Alternatively, viewed from a second aspect, FIG. 3 illustrates two vertical joints 26 and 28 viewed from above where the slab 20 now represents a vertical wall and wall 22 and 24 represents left and and right walls, respectively. Here, the concrete sections are placed in sequence 24, 20, 22. To create wall-to-wall joint 28, the joint area of right wall 24 is preferably brought to a SSD condition. A grout strip 36 is applied to the joint area of right wall 24. The grout strip 36 and joint area of right wall 24 are then covered with slurry 38 and vertical wall 20 is poured over the grout strip 36 and slurry 38. To create wall-to-wall joint 26, the joint area of vertical wall 20 is preferably brought to a SSD condition.
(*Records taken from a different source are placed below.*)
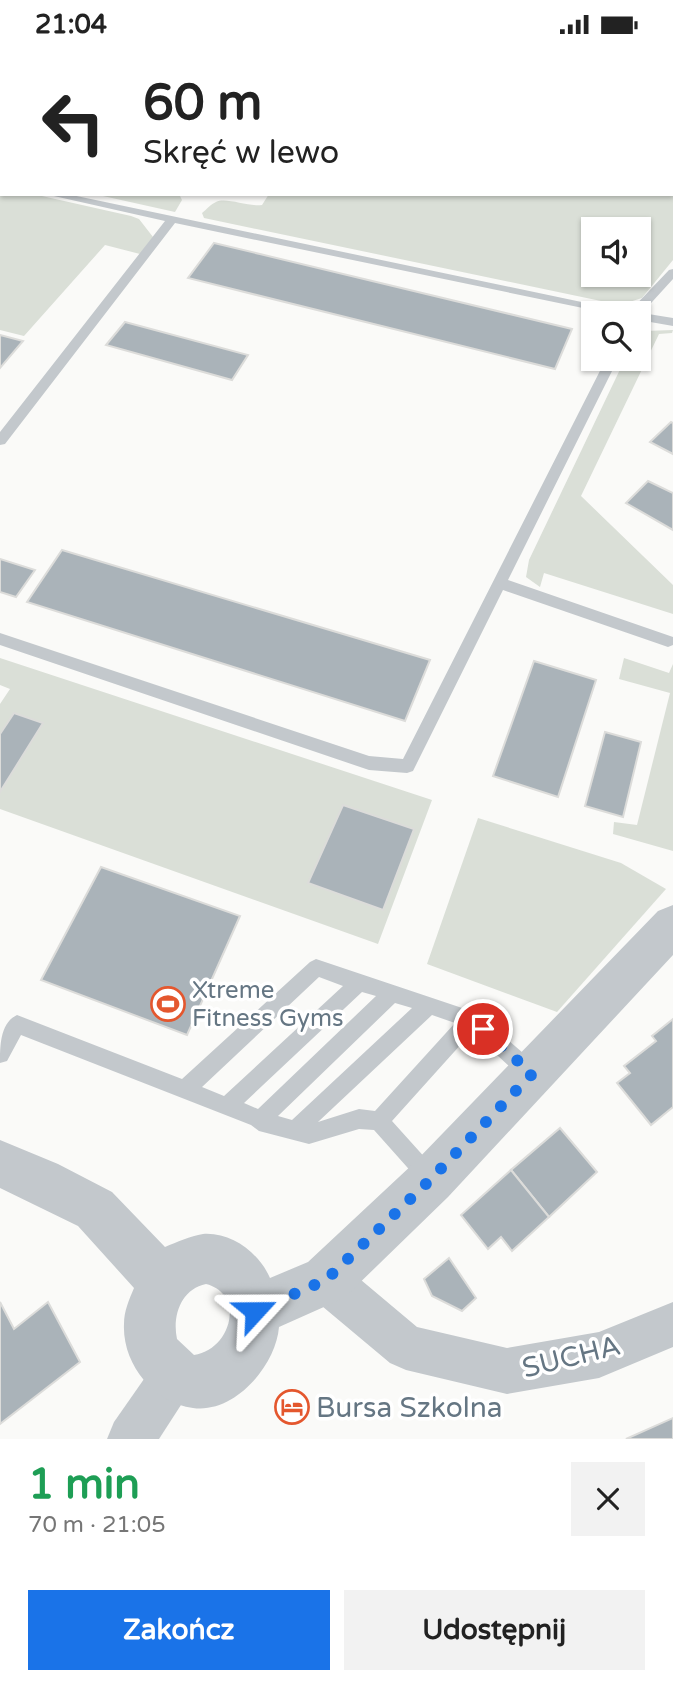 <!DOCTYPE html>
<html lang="pl">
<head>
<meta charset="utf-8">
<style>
	:root { --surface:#fff; --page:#f2f2f2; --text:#222; --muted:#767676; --accent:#1a73e8 }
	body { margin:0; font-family:"Varela Round",sans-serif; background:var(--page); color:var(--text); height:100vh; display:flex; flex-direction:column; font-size:26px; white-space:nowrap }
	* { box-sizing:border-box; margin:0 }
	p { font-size:23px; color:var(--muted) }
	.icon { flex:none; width:38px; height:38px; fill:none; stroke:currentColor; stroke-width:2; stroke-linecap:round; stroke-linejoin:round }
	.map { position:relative; height:1390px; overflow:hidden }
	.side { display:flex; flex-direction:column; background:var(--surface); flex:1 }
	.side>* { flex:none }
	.top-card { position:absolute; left:0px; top:0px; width:674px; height:147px; box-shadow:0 2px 5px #0004; background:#fff; color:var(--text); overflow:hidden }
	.buttons { position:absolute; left:581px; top:168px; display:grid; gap:14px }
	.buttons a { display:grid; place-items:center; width:70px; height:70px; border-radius:0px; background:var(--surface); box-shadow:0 2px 5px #0004; font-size:35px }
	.pin { position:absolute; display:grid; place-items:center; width:60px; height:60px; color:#fff; margin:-30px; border:4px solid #fff; border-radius:50%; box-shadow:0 2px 7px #0007 }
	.me { position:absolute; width:77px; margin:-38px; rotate:66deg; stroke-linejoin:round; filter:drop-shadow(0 0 5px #0008) }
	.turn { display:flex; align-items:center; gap:24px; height:147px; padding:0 28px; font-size:32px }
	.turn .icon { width:91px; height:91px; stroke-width:2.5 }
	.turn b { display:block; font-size:49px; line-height:60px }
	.round { display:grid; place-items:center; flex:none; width:74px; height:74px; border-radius:0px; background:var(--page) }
	.summary { display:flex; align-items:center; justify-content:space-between; height:119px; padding:0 28px }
	h1 { font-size:42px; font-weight:800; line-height:52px; color:#1e9e55 }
	.primary-button { display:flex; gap:14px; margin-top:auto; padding:14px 28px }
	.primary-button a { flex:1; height:80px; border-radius:0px; background:var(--accent); color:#fff; font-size:28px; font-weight:800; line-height:80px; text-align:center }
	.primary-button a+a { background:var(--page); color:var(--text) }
	.status { display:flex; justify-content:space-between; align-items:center; height:49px; padding:0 35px; background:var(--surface); direction:ltr }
	.status svg { height:19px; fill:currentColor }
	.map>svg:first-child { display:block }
	.green { fill:#dadfd7; fill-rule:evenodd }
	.building { fill:#aab3b9; stroke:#dcdcda; stroke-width:2 }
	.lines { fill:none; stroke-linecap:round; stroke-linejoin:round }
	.service { fill:#c3c8cc; fill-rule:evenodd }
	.minor { fill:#c3c8cc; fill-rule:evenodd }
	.tertiary { fill:#c3c8cc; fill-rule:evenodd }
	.route { stroke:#1a73e8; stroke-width:12; stroke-dasharray:0 21.6 }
	.labels { text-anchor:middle; stroke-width:7; stroke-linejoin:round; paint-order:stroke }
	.poi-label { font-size:24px; fill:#657683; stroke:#fff; text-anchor:start }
	.near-street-label { font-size:28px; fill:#657683; stroke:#fff }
	.near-poi-label { font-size:28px; fill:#657683; stroke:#fff; text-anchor:start }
</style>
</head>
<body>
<div class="status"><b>21:04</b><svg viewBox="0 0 49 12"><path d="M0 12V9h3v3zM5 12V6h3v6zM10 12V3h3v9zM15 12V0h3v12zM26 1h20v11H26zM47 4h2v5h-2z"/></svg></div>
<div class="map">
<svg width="673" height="1390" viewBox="0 0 673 1390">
	<rect width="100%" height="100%" fill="#fafaf8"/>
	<!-- green -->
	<g class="green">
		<path d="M 0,0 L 673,0 L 673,211 L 642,249 L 620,256 L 204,169 L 202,164 C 207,160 211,155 216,153 C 226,148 248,158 262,156 L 269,145 L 672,145 L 672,2 L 2,2 L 0,110 ZM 593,180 L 639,180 L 639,226 L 593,226 Z"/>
		<path d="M 0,138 L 2,145 L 33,145 L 131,167 L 139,170 L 153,188 L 140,205 L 105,196 L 24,287 L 0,281 Z"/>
		<path d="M 94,145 L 179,145 L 182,151 L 175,163 Z"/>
		<path d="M 673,281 L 672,284 L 659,285 L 581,447 L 673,536 L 673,565 L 544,524 L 540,538 L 526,528 L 529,511 L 625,310 L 639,310 L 639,286 L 645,282 Z"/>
		<path d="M 0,609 L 432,751 L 378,895 L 0,760 L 0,655 L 10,640 L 0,636 Z"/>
		<path d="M 624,609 L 669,624 L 673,615 L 673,802 L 613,785 L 614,773 L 637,776 L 670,644 L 619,630 Z"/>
		<path d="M 478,769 L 621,814 L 666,840 L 557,963 L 427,915 Z"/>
	</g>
	<!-- building -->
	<g class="building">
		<path d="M 214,194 L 572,280 L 555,320 L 188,229 Z"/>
		<path d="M 125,273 L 248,306 L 232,331 L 106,296 Z"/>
		<path d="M 0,286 L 23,292 L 0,319 Z"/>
		<path d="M 671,373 L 673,374 L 673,405 L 650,393 Z"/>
		<path d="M 648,432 L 673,444 L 673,481 L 626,454 Z"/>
		<path d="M 62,501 L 430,611 L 405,672 L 27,553 Z"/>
		<path d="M 0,510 L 35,521 L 16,548 L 0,543 Z"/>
		<path d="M 534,612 L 596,631 L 558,748 L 493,727 Z"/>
		<path d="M 14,664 L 43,674 L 0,743 L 0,685 Z"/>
		<path d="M 605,683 L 641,693 L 623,768 L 585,757 Z"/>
		<path d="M 343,756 L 414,780 L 383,861 L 308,834 Z"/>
		<path d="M 101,818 L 240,867 L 187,986 L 41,931 Z"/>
		<path d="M 673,970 L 673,1058 L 651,1076 L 617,1034 L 630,1024 L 624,1017 L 656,992 L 652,987 Z"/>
		<path d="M 560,1079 L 597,1123 L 549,1168 L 511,1121 Z"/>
		<path d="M 511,1121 L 549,1168 L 512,1202 L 501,1188 L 488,1200 L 461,1166 Z"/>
		<path d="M 449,1209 L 476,1249 L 462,1262 L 432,1247 L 424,1230 Z"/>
		<path d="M 0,1253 L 14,1280 L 48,1253 L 80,1313 L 0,1375 Z"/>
		<path d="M 673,1369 L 673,1390 L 626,1390 Z"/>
	</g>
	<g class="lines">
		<!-- service -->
		<g class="service">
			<rect x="0" y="131" width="2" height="7"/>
			<path d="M 45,145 L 67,145 L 629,263 L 669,221 L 673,220 L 673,230 L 642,264 L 673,269 L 673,277 L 639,271 L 639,264 L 607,264 L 175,174 L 5,395 L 0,396 L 0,383 L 165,172 Z"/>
			<path d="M 606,310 L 618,310 L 508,531 L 673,588 L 673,596 L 668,598 L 503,541 L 413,722 L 407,724 L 369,721 L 0,596 L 0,584 L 369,707 L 403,710 Z"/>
			<path d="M 316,910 L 477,964 L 538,1017 L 540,1024 L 538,1031 L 531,1033 L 524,1031 L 472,983 L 392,1072 L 437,1122 L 440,1129 L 437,1136 L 430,1139 L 423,1136 L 374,1081 L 359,1080 L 309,1095 L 259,1082 L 251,1076 L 21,986 L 7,1012 L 0,1014 C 0,997 0,974 17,966 L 182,1030 L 310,913 ZM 319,928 L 343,937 L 224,1047 L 202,1038 ZM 362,943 L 376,947 L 258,1060 L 244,1054 ZM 395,954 L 412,959 L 292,1071 L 278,1067 ZM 432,966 L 455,974 L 375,1062 L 359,1060 L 318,1073 Z"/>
		</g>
		<!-- minor -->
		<g class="minor">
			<path d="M 326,1209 L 342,1215 L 417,1278 L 507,1299 L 599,1283 L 673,1253 L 673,1298 L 599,1329 L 507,1345 L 406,1321 L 390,1314 L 310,1247 L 304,1231 L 310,1215 Z"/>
			<path d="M 174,1303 L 190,1310 L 197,1326 L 190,1342 L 159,1390 L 107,1390 L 114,1373 L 158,1310 Z"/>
		</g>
		<!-- tertiary -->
		<path class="tertiary" d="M 673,856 L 673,906 L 448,1148 L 344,1249 L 279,1278 C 276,1316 235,1365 193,1359 C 154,1354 122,1315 124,1275 C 124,1262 129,1251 134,1239 L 78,1177 L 0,1139 L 0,1091 L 58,1115 L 112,1143 L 165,1198 C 177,1193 190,1187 203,1185 C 232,1183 259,1204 270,1229 L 308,1213 L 414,1114 L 658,862 ZM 206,1235 C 246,1245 231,1301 194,1306 L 177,1290 C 172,1267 181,1240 206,1235 Z"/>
	</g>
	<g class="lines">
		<!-- route -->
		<path class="route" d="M 255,1262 L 326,1231 L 431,1130 L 532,1025 L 483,980"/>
	</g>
	<!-- icons -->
	<defs>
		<g id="stadium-ring" transform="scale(1.75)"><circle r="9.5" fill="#fff" stroke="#e4572e" stroke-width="1.5"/><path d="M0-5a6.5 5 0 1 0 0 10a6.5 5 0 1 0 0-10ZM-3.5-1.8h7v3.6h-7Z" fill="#e4572e"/></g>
		<g id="hotel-ring" transform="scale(1.75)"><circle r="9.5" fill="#fff" stroke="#e4572e" stroke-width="1.5"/><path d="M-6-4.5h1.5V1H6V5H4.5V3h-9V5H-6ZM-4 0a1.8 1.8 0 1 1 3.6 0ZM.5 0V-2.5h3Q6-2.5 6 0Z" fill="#e4572e"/></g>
	</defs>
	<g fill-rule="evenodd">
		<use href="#stadium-ring" x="168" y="955"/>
		<use href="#hotel-ring" x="292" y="1358"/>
	</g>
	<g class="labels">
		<!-- poi labels -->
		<g class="poi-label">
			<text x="192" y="949">Xtreme<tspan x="192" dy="28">Fitness Gyms</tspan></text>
		</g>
		<!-- near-street labels -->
		<g class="near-street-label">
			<text transform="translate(571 1307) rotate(-14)" y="10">SUCHA</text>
		</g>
		<!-- near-poi labels -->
		<g class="near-poi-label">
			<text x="316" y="1368">Bursa Szkolna</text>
		</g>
	</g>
</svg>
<div class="buttons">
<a><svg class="icon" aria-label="sound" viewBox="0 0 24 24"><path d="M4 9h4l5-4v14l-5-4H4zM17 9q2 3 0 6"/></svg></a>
<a><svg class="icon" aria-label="search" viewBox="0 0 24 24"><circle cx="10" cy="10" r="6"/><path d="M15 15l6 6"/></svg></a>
</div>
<div class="pin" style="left:483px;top:980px;background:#d93025"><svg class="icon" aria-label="arrive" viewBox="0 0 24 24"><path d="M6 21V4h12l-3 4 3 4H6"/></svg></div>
<svg class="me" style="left:255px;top:1262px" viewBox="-20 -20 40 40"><path d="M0-17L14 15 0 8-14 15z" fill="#1a73e8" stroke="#fff" stroke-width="4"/></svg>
<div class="top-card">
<div class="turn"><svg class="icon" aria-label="left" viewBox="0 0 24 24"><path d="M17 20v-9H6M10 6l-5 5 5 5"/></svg><div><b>60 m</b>Skręć w lewo</div></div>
</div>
</div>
<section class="side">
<div class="summary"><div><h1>1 min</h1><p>70 m · 21:05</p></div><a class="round"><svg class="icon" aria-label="close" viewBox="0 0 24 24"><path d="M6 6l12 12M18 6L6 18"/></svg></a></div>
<div class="primary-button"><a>Zakończ</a><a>Udostępnij</a></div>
</section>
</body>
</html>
A grout strip 30 is applied to the joint area of vertical wall 20. The grout strip 30 and joint area of vertical wall 20 are then covered with slurry 34 and left wall 22 is poured over the grout strip 30 and slurry 34. As those skilled in the art will appreciate, a keyway created in the concrete wall sections will ease construction of the joints.
It is believed that the disclosure set forth above encompasses multiple distinct embodiments and methods with independent utility. While each of these embodiments and methods may have been disclosed in a preferred form, the specific embodiments and methods as disclosed and illustrated herein are not to be considered in a limiting sense as numerous variations are possible. The subject matter of the embodiments and methods includes all novel and non-obvious combinations and subcombinations of the various elements, features, steps, functions and/or properties disclosed herein.
Inventions embodied in various combinations and subcombinations of features, functions, elements, and/or properties may be claimed through presentation of claims in a related application. Such claims, whether they are directed to embodiments or methods different from those disclosed herein or directed to the same, whether different, broader, narrower or equal in scope to the described embodiments and methods, are also regarded as included within the subject matter of the present disclosure.